It appears that they've found someone even more evil than Mickey Rourke to take on Will Forte's ultimate patriot and hero MacGruber. Billy Zane, the Titanic and Twin Peaks actor, has daringly parachuted in to join the cast for the upcoming eight-episode Peacock series that's based on the iconic Saturday Night Live sketch.

The MacGriber TV show will also serve as a sequel to the 2010 film and picks up with America's ultimate hero and uber patriot, MacGruber, who after rotting in prison for over a decade, is finally released. His mission: to take down a mysterious villain from his past, Brigadier Commander Enos Queeth. With the entire world in the crosshairs, MacGruber must race against time to defeat the forces of evil, only to find that evil may be lurking within.

Wil Forte had doubts that any network would allow him the adapt MacGruber into a tv series, saying in 2019, "The state of MacGruber right now is, we're trying to see if somebody will let us make it as a TV series. We have a really fun idea. We actually went out and pitched it a couple weeks ago. So, we're figuring out that situation right now. That's our hope is to get to make that. That's always at the top of our list. Now we're all in a place where we could do it, and we got together and thought out some ideas and pitched them out," Forte said. "We're waiting to see if somebody's going to let us do it. We're just waiting for somebody to let us go nuts. We're ready to go."

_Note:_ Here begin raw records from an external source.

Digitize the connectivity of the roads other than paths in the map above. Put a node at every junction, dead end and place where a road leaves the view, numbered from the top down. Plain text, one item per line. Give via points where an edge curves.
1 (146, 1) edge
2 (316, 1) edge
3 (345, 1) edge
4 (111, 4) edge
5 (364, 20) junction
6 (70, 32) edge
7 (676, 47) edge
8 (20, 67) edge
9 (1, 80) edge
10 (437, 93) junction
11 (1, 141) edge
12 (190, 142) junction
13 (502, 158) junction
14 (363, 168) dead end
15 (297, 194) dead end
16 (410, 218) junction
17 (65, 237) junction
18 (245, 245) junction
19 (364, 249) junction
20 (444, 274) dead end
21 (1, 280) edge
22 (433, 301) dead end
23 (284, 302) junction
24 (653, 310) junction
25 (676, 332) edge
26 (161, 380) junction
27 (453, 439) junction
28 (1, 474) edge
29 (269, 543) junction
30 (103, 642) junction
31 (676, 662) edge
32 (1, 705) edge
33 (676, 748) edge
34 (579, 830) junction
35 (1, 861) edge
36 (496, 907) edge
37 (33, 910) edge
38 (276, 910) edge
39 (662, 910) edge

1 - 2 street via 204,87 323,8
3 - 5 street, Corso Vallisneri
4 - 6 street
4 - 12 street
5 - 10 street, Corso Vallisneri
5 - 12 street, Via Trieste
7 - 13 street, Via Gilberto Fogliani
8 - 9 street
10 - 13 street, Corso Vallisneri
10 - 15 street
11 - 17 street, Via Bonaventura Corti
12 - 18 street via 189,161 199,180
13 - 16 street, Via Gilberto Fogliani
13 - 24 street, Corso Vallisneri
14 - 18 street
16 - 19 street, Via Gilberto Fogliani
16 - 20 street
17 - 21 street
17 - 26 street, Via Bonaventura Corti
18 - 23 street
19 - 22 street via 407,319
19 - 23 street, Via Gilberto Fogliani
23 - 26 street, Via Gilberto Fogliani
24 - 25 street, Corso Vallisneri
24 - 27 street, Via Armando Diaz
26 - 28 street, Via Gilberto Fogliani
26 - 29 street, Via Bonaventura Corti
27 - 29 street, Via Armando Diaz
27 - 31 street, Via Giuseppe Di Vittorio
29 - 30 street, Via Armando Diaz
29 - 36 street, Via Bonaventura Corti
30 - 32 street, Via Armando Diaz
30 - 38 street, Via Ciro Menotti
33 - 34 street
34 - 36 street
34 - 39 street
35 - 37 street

Well, Forte has gotten his wish. The Peacock series is in production with Kristen Wiig (Vicki St. Elmo) and Ryan Phillippe (Dixon Piper) reprising their roles from the film. In addition, Joseph Lee Anderson (Young Rock) has been cast as Major Harold Kernst, Sam Elliott (The Ranch) as MacGruber's father Perry, Laurence Fishburne's General Fasoose, and Timothy V. Murphy (Westworld) will reprise his role from the film as Constantine Bach, the ruthless henchman.

Director and Lonely Island-er Jorma Taccone has had a running conversation with Christopher Nolan who has professed his love for MacGruber. Taccone shared his first talks with Nolan participating explaining, "My wife (director Marielle Heller) and I were at our first DGA dinner. And she's like, 'Christopher Nolan is there. You've got to go say hi to him.' So I went up to him and I said, 'My name is Jorma. I directed this movie called MacGruber.' I said, 'We're going to do a sequel eventually. What do you think of this: When the director card comes up it just says, 'Directed by Christopher Nolan' with an asterisk, and then at the end of the movie there's another asterisk that says who actually directed it.' And he said, 'Let me talk to my wife about it." He also invited self-professed superfan Christopher Nolan to the first table-reading, and though he couldn't attend, he did send along this note: "Though I can't be there in person to watch you take the first step of your odyssey, know that my spirit soars with you, and whilst it's perhaps unfair to add to the great sense of responsibility you must already feel, I am duty bound to tell you - the world is waiting, the world is watching." Nolan will have to wait with the rest of us; no premiere date has been set.